There are lots of requirements to support extra authentication methods,
and lots of patches supplied against various different releases to add an authentication method.
We need a means of adding an Authentication method that does not need to patch core functionality.
Setting up a system of plugins for authentication would be the best way to acheive this.
→ In general terms: Mantis should focus on authorisation, not on authentication. Authorization is the domain of either an internal module, or delegated away to an external Identity Provider (IdP)
→ The addition of name/password is not needed, as some protocols may not use passwords for validation (but e.g. use certificates). A suggestion for a description here would be: “supporting protocols that provide a validated identity”. Mantis should not care how this validation came to be.
→ Requirement for both examples are very different: Windows login crosses the os - browser border, CMS integration doesn't. I would suggest to name both as separate requirements.

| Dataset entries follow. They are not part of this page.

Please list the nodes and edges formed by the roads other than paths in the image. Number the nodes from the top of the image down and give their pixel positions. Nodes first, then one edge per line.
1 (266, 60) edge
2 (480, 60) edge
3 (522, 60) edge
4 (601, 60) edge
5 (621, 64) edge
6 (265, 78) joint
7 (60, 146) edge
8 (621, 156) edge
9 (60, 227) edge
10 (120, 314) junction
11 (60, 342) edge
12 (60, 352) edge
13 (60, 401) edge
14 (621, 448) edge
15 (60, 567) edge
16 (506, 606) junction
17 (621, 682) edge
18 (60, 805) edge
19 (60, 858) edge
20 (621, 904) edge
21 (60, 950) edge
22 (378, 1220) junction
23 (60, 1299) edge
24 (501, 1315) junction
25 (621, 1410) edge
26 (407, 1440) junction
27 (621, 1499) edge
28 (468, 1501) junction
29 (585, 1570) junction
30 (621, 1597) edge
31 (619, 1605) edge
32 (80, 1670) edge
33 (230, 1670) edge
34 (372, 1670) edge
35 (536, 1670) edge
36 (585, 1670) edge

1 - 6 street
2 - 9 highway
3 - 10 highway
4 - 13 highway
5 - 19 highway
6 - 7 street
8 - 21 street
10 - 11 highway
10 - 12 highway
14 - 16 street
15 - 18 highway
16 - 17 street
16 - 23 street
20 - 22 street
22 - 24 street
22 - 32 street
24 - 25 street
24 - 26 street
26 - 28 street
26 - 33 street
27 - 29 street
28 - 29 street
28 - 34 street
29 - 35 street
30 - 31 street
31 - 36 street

→ When authentication is delegated, Login and Logout are not the responibility of the application, but are in fact links to the pages on the IdP whare a user can logon or logoff
→ Mantis should only store user attributes that it needs for authorisation, not for authentication. Therefor propolulation fields containing authentication data is not a good idea. This will break log-in's as the IdP providing authentication might decide to change these (e.g. change the password after 30 days)
→ This way you run the risk of breaking log-in again if the IdP desides to change one of the “read only” params
→ Mantis should only care about the fact that the user is authenticated, not how this came to be.
→ Pref. this should be done by having mantis request access to mantis for the user, not by periodically syncing the user database.
→ If the above condition is met, this is no longer a problem.
→ When you introduce delegated authentication, single sign-on is not the responsibility of the application. Single sign-on is the result of the fact that different applications, e.g. Mambo and Mantis share a common identity provider and are able the take note of a common authentication token, e.g. a cookie containing an authentication information. This leads to the fact that the application itself does not have controle over login and logout and does not need to care about it. It just needs to check if the delegated authentication system provides a go or no-go and act accordingly.
- seems like the domain of the cms to me.
→ For delegated authentication, these pages are part of the idp, not of the local application. The local application redirects the user to the idp in case of an access denied
→ I fear this will not work as this will require the other applications to open up that authorization db.